The Times got hold of a memo that said Wal-Mart’s restructuring of its apparel unit will mean layoffs at the company’s headquarters for the first time in years. The company is reversing an effort to hawk more fashionable attire by returning to a focus on “key items” like basic T-shirts.
The shift effectively overturns the strategy and structure put in place by Ms. Watts. In an internal announcement Tuesday, the company said it would close its product development and sourcing divisions, a company spokeswoman, Linda Blakley, confirmed.
As a result, dozens of positions will be eliminated, Ms. Blakley said. The company would not specify how many, and other details remained sketchy Tuesday.
”We will do everything we can to minimize the impact” of the job eliminations, Ms. Blakley said, like offering workers different jobs within Wal-Mart.
In other Wal-Mart related news, the Times was also first among the national press to report that Wal-Mart was caught off guard when Check-Ups, the operator of the walk-in clinics in some of its Florida stores, closed suddenly. The news percolated up from reports in the News-Press in Fort Myers, Florida.
A debit to The Financial Times for its front-page story on companies in the United States preparing for a recession, as revealed by a survey of chief financial officers.
Putting the story, headlined “Corporate America braced for recession,” above the fold on page one, seems awfully big for a story based on a survey, especially one of the “no duh” variety.
Being on the news, ahead of the news, and even a catalyst for the news isn’t easy in this up-to-the-second era of journalism. Try doing all that for a monthly magazine.

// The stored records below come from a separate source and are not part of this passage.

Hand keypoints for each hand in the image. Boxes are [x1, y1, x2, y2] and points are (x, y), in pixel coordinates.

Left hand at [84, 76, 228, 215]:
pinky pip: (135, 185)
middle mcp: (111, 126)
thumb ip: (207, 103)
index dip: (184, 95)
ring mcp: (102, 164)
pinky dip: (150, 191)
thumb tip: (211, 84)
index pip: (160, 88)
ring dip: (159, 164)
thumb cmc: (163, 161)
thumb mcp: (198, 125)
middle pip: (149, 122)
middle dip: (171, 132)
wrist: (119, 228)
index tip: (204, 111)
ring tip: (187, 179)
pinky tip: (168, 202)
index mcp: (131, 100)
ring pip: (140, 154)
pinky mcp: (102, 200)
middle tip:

That’s what Portfolio’s Jesse Eisinger’s did with his nice “Marriage From Hell” piece about the Kmart/Sears merger and the beleaguered hedge fund manager Eddie Lampert, who owns the retailers.
The problems at Sears and Kmart have also been costly for Lampert’s hedge fund and for his status as a canny financier. His main $15 billion fund—made up substantially of Sears stock—was down a stunning 25.7 percent through November, according to a person privy to the results. Once hailed as the Warren Buffett of his generation, Lampert, at 45, now has another turnaround job on his hands: his own reputation.

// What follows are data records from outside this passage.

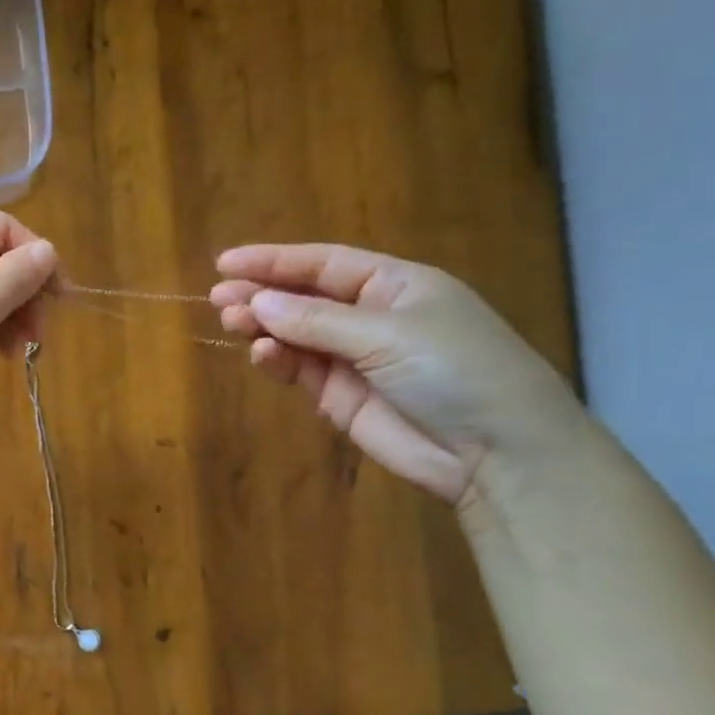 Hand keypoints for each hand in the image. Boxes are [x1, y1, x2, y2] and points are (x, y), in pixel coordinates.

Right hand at [210, 244, 584, 505]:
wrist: (495, 453)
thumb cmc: (454, 371)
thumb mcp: (387, 334)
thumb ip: (317, 319)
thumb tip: (258, 302)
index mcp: (395, 285)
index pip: (324, 264)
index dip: (274, 260)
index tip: (225, 262)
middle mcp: (371, 317)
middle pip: (304, 298)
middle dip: (262, 294)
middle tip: (219, 298)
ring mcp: (354, 358)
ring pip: (295, 334)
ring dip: (264, 327)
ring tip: (232, 322)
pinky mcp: (341, 397)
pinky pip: (300, 370)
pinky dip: (278, 360)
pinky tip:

In another area of that Portfolio, the cover, we were not so impressed with the timeliness of the story “How Fat Won.” The debit goes to a fun but ultimately unconvincing story on fast-food fat.

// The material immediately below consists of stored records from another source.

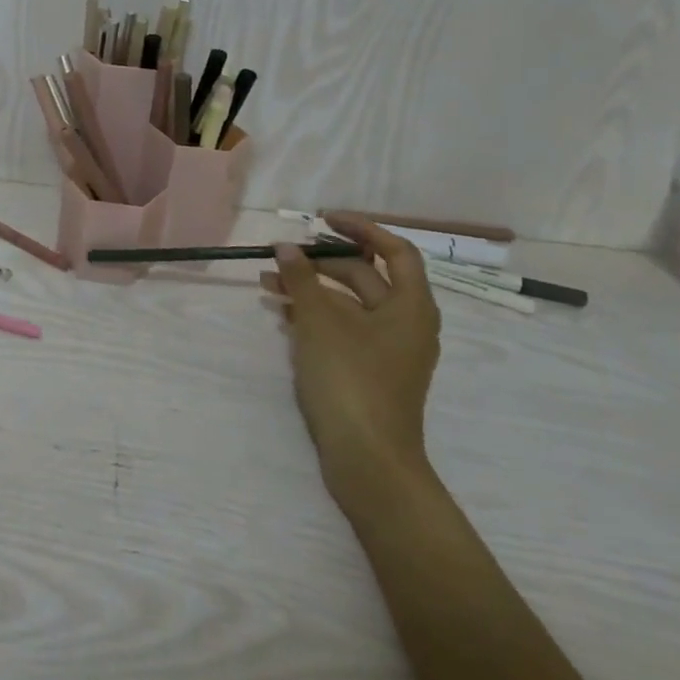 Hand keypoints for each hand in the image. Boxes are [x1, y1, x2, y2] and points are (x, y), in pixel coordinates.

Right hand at [264, 214, 441, 519]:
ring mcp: (388, 351)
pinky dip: (315, 317)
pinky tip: (282, 315)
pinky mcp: (368, 372)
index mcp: (411, 306)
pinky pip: (343, 330)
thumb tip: (286, 247)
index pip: (395, 250)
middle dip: (321, 263)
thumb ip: (302, 278)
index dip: (361, 229)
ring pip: (349, 305)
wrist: (368, 460)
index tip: (322, 219)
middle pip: (366, 277)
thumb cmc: (350, 379)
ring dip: (311, 290)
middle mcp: (406, 324)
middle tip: (282, 256)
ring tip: (268, 285)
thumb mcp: (320, 321)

It’s a counter-intuitive story by Joe Keohane about fast food chains pushing high-calorie, mega-fat monster burgers.
During the past few years, CKE Restaurants, the parent company of Carl’s Jr. and Hardee’s, has employed an audacious go-for-bloat approach that defies just about everything you’ve come to assume about the business of modern fast food. (See nutrition data for CKE franchises and other fast-food chains.) In an age when other chains have been forced to at least pretend that they care about the health of their customers and have started offering packets of apples and things sprinkled with walnuts and yogurt, Hardee’s and Carl’s Jr. are purposely running in the opposite direction, unapologetically creating an arsenal of higher-priced, high-fat, high-calorie monstrosities—pioneering avant-garde concepts such as “meat as a condiment” and “fast-food porn”—and putting the message out to increasingly receptive consumers with ads that are often as controversial as the burgers themselves.
Our trouble is, we’re not convinced fat’s actually won. While Portfolio cleverly sidesteps the social costs involved in a fat-first strategy (a dubious editorial accomplishment), the magazine fails to demonstrate that this mid-2000’s bid for guilt-free eating is anything more than a boomlet or nice little niche market for a mid-cap company rather than the cultural turning point (“How Fat Won”) the magazine trumpets.
Credit the Los Angeles Times for an interesting story on the changing soap-opera industry.
Faced with dwindling audiences for daytime dramas, soaps are cutting costs and upgrading their half-century old template by using hand-held cameras and more-varied sets.
Lots of good detail here, but one tidbit really caught our eye: Who knew that Procter & Gamble still owns soap operas?